A History of the Modern Middle East offers a comprehensive assessment of the region, stretching from the fourteenth century and the founding of the Ottoman and Safavid empires through to the present-day protests and upheavals. The textbook focuses on Turkey, Iran, and the Arab countries of the Middle East, as well as areas often left out of Middle East history—such as the Balkans and the changing roles that Western forces have played in the region for centuries—to discuss the larger contexts and influences on the region's cultural and political development. Enriched by the perspectives of workers and professionals; urban merchants and provincial notables; slaves, students, women, and peasants, as well as political leaders, the book maps the complex social interrelationships and provides a pivotal understanding of the shifting shapes of governance and trajectories of social change in the Middle East.

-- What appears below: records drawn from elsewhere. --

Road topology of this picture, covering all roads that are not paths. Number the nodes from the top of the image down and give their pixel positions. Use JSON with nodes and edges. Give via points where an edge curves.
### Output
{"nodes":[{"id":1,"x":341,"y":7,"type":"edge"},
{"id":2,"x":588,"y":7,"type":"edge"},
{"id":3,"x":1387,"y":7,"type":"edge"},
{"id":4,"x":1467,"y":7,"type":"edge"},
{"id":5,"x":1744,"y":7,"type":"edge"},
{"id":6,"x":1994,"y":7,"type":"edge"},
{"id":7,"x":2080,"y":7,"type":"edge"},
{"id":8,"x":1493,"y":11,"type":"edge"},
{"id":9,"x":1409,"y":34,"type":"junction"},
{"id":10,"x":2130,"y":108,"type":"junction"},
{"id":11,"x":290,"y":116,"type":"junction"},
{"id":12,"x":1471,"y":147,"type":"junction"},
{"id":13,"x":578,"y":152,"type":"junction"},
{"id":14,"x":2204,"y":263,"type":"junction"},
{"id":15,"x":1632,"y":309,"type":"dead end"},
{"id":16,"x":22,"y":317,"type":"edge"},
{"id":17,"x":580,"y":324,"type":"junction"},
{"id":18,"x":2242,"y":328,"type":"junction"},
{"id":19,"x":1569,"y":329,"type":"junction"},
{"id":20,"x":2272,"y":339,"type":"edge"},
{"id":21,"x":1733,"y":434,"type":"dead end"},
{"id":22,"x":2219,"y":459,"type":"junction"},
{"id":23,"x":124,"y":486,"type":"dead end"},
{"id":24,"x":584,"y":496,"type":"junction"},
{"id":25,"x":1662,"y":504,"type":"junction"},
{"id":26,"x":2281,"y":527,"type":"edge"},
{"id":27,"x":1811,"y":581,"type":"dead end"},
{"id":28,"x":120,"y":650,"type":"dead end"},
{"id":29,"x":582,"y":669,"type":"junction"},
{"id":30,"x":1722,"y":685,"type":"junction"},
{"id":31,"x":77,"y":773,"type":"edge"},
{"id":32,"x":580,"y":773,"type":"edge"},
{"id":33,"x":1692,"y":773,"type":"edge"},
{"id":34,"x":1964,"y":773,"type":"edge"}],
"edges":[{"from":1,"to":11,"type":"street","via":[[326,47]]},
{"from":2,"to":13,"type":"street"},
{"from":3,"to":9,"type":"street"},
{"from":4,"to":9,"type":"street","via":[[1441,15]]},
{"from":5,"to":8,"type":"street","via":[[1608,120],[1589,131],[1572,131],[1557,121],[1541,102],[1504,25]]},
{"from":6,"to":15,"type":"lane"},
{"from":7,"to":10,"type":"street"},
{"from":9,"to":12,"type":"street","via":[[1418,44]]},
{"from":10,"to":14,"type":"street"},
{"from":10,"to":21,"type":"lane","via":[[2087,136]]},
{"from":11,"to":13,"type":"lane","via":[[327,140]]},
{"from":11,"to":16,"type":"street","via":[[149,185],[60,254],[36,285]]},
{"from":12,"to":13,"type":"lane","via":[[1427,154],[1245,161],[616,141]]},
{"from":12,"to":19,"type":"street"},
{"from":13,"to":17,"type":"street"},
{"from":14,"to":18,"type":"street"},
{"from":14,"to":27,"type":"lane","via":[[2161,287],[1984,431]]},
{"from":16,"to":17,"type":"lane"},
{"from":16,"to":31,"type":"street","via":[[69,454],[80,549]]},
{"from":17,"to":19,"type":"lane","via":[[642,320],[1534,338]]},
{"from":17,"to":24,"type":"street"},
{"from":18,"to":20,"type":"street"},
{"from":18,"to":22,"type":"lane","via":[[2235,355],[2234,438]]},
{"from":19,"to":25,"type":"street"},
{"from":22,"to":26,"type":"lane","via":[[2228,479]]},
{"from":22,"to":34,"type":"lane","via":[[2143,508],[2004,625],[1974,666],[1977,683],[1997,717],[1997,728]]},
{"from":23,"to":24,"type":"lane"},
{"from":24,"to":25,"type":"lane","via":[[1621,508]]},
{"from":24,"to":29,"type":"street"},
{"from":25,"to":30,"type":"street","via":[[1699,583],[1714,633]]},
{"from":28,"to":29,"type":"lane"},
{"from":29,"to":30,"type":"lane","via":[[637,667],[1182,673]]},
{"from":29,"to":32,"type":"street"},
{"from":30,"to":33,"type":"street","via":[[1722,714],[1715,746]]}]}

Extensively illustrated with drawings, photographs, and maps, this text skillfully integrates a diverse range of actors and influences to construct a narrative that is at once sophisticated and lucid. A History of the Modern Middle East highlights the region's complexity and variation, countering easy assumptions about the Middle East, those who governed, and those they governed—the rulers, rebels, and rogues who shaped a region.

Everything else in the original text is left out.